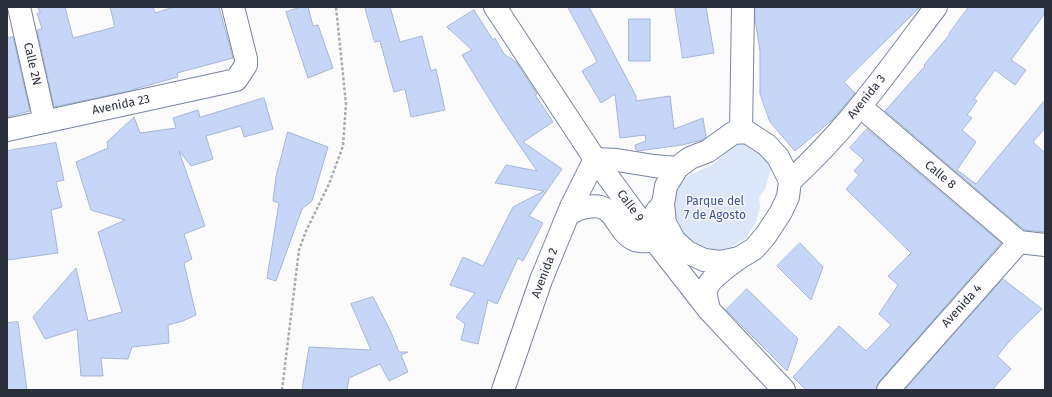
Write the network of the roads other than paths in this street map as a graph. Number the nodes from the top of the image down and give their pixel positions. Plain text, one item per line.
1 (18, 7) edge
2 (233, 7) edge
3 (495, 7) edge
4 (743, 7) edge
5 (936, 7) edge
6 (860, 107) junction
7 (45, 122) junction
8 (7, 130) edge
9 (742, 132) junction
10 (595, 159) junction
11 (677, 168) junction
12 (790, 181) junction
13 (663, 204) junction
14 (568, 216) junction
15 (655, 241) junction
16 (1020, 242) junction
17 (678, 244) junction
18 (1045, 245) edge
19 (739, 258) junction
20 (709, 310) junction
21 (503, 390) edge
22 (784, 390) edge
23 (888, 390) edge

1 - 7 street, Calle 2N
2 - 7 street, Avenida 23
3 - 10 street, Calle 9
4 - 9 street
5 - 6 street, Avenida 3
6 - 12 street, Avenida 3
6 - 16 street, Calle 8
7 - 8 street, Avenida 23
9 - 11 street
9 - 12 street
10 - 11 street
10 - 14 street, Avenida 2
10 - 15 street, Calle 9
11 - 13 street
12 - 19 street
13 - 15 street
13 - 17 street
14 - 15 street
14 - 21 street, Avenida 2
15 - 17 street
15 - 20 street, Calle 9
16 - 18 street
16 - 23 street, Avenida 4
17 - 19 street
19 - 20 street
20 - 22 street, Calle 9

**Work instructions**
If the word "Avenida" appears in a line above, copy that line.

**Your response**
2 - 7 street, Avenida 23
5 - 6 street, Avenida 3
6 - 12 street, Avenida 3
7 - 8 street, Avenida 23
10 - 14 street, Avenida 2
14 - 21 street, Avenida 2
16 - 23 street, Avenida 4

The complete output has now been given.